### PROVIDED ENTRIES
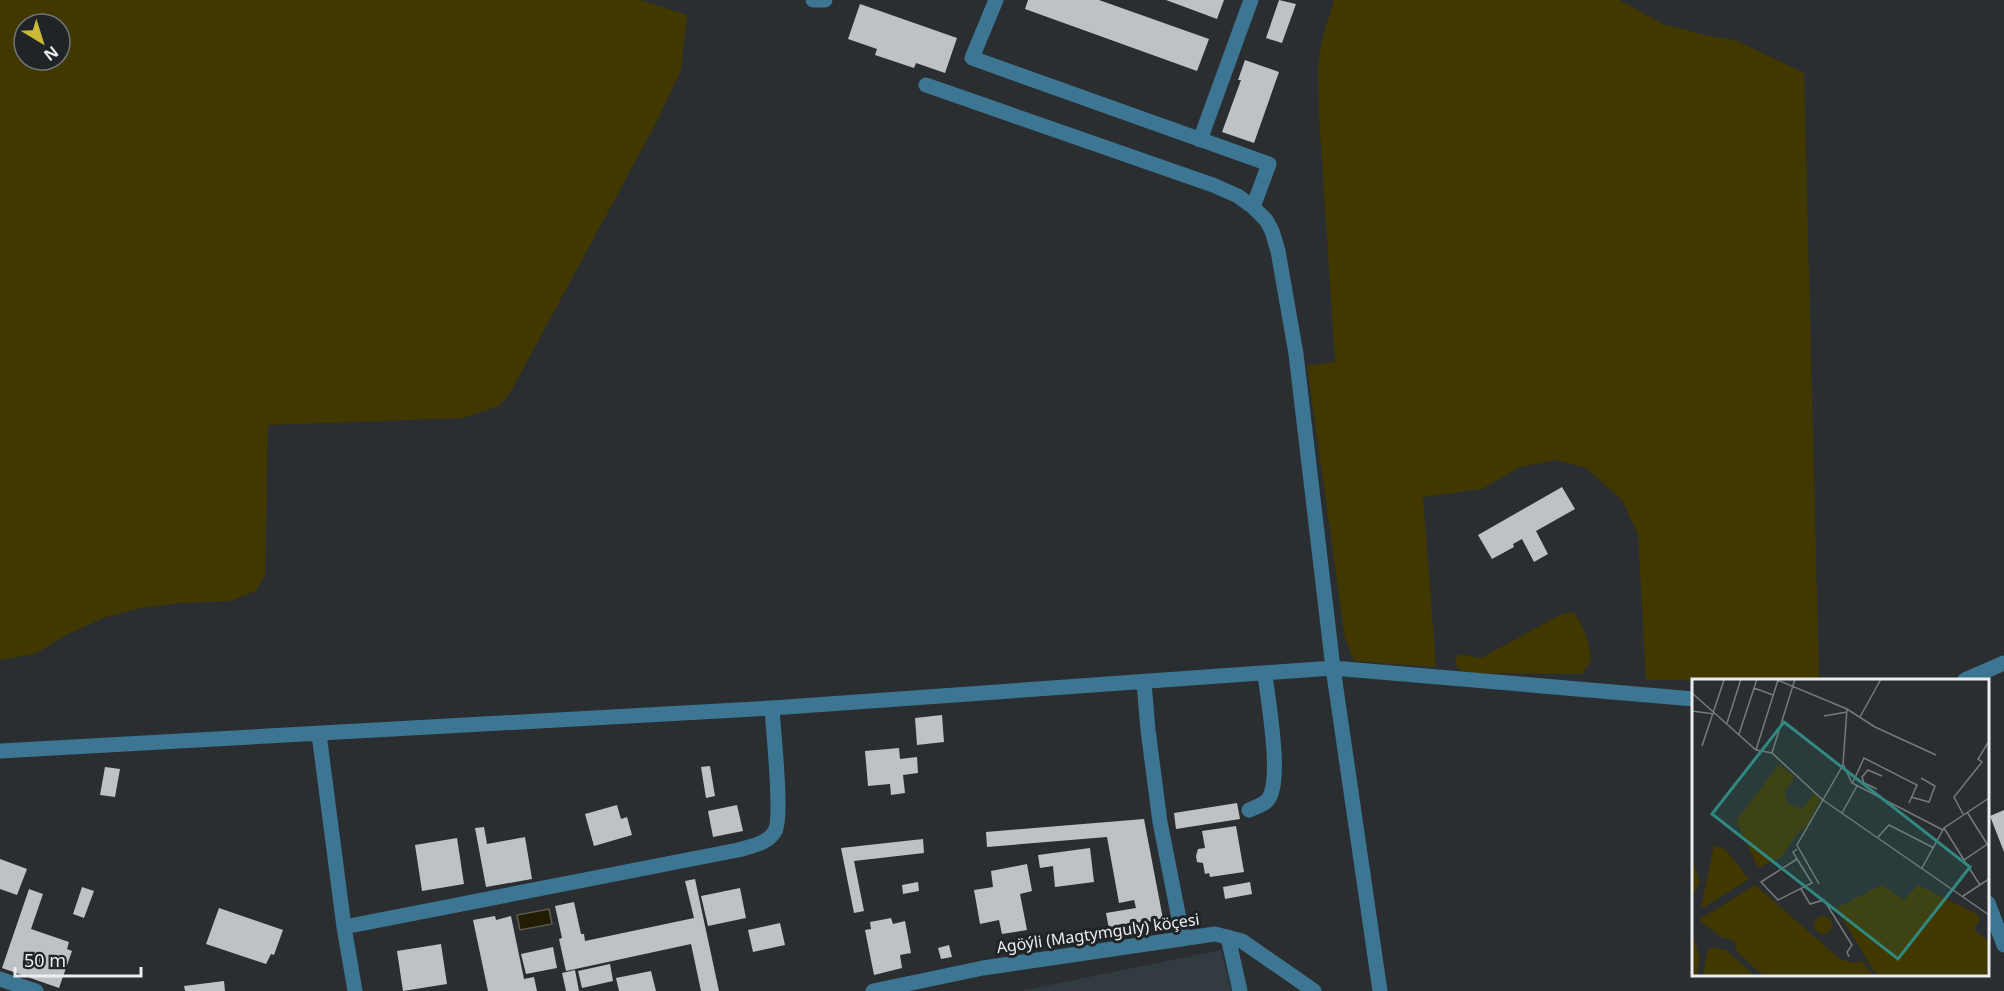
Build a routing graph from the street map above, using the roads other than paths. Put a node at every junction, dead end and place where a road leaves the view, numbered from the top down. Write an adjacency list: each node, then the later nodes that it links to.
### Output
1 (813, 0): 2 (street)
2 (825, 0)
3 (996, 0): 6 (street)
4 (1251, 0): 6 (street)
5 (926, 85): 7 (street)
6 (1200, 140): 7 (street)
7 (1253, 207): 9 (street)
8 (2004, 663): 11 (street)
9 (1333, 668): 10 (street); 13 (street); 29 (street)
10 (1265, 674): 12 (street); 17 (street)
11 (1969, 679)
12 (1144, 683): 14 (street); 21 (street)
13 (1692, 699)
14 (772, 708): 15 (street); 19 (street)
15 (319, 734): 16 (street); 19 (street)
16 (0, 751)
17 (1249, 810)
18 (1989, 906): 22 (street)
19 (344, 927): 25 (street)
20 (1228, 937): 21 (street, Agöýli (Magtymguly) köçesi); 27 (street); 28 (street, Agöýli (Magtymguly) köçesi)
21 (1183, 939): 26 (street, Agöýli (Magtymguly) köçesi)
22 (2004, 945)
23 (0, 979): 24 (street)
24 (36, 991)
25 (355, 991)
26 (873, 991)
27 (1240, 991)
28 (1314, 991)
29 (1380, 991)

### EXERCISE AIM
Set the records down again exactly, and omit any picture in them.

### ANSWER BELOW
Build a routing graph from the street map above, using the roads other than paths. Put a node at every junction, dead end and place where a road leaves the view, numbered from the top down. Write an adjacency list: each node, then the later nodes that it links to.
### Output
1 (813, 0): 2 (street)
2 (825, 0)
3 (996, 0): 6 (street)
4 (1251, 0): 6 (street)
5 (926, 85): 7 (street)
6 (1200, 140): 7 (street)
7 (1253, 207): 9 (street)
8 (2004, 663): 11 (street)
9 (1333, 668): 10 (street); 13 (street); 29 (street)
10 (1265, 674): 12 (street); 17 (street)
11 (1969, 679)
12 (1144, 683): 14 (street); 21 (street)
13 (1692, 699)
14 (772, 708): 15 (street); 19 (street)
15 (319, 734): 16 (street); 19 (street)
16 (0, 751)
17 (1249, 810)
18 (1989, 906): 22 (street)
19 (344, 927): 25 (street)
20 (1228, 937): 21 (street, Agöýli (Magtymguly) köçesi); 27 (street); 28 (street, Agöýli (Magtymguly) köçesi)
21 (1183, 939): 26 (street, Agöýli (Magtymguly) köçesi)
22 (2004, 945)
23 (0, 979): 24 (street)
24 (36, 991)
25 (355, 991)
26 (873, 991)
27 (1240, 991)
28 (1314, 991)
29 (1380, 991)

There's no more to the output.